| Instructions to follow |
In the entries below, the line with "thumb ip: (243, 349)" marks the start. Return it and every following line exactly, ending with the last.

| Records drawn from a dataset |
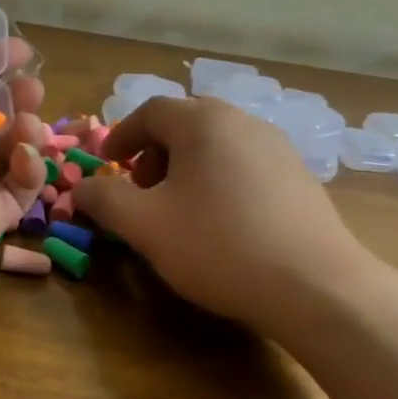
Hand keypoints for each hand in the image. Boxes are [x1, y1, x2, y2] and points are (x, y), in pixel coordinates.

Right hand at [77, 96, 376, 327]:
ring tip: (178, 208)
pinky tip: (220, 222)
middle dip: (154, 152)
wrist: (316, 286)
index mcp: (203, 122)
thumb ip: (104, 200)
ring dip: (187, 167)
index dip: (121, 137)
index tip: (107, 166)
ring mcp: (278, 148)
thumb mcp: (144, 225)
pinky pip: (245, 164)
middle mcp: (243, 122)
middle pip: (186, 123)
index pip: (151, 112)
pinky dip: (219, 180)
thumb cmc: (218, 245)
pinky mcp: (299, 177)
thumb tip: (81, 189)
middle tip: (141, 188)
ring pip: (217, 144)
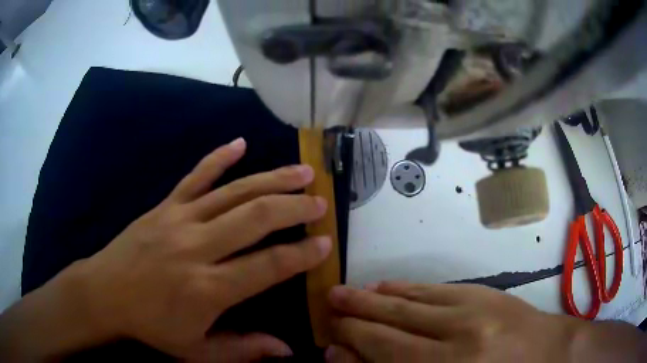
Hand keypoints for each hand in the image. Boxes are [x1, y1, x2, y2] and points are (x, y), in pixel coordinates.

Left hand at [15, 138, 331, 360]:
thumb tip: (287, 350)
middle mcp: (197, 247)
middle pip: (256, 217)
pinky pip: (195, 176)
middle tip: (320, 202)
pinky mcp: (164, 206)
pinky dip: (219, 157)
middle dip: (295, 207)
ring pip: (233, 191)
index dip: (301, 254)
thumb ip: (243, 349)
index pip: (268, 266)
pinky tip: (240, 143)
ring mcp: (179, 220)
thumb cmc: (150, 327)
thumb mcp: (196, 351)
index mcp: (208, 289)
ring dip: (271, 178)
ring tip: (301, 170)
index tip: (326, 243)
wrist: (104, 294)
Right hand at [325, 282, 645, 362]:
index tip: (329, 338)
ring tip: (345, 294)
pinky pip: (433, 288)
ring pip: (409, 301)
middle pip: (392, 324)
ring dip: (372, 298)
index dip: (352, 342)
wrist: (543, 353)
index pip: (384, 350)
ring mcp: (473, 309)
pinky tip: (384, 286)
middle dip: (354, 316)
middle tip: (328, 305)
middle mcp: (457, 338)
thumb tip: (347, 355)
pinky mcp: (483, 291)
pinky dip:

| Solution |
thumb ip: (243, 349)
index pip: (268, 266)
pinky tip: (240, 143)
ring mcp: (179, 220)
thumb cmc: (150, 327)
thumb mcp: (196, 351)
index mcp: (208, 289)
ring dip: (271, 178)
ring tip: (301, 170)
index tip: (326, 243)
wrist: (104, 294)
Right hand at [325, 282, 645, 362]:
index tip: (329, 338)
ring tip: (345, 294)
pinky pip: (433, 288)
ring pip: (409, 301)
middle pip: (392, 324)
ring dip: (372, 298)
index dip: (352, 342)
wrist: (543, 353)
index pip: (384, 350)
ring mcp: (473, 309)
pinky tip: (384, 286)
middle dip: (354, 316)
middle tip: (328, 305)
middle mcp: (457, 338)
thumb tip: (347, 355)
pinky mcp: (483, 291)
pinky dip:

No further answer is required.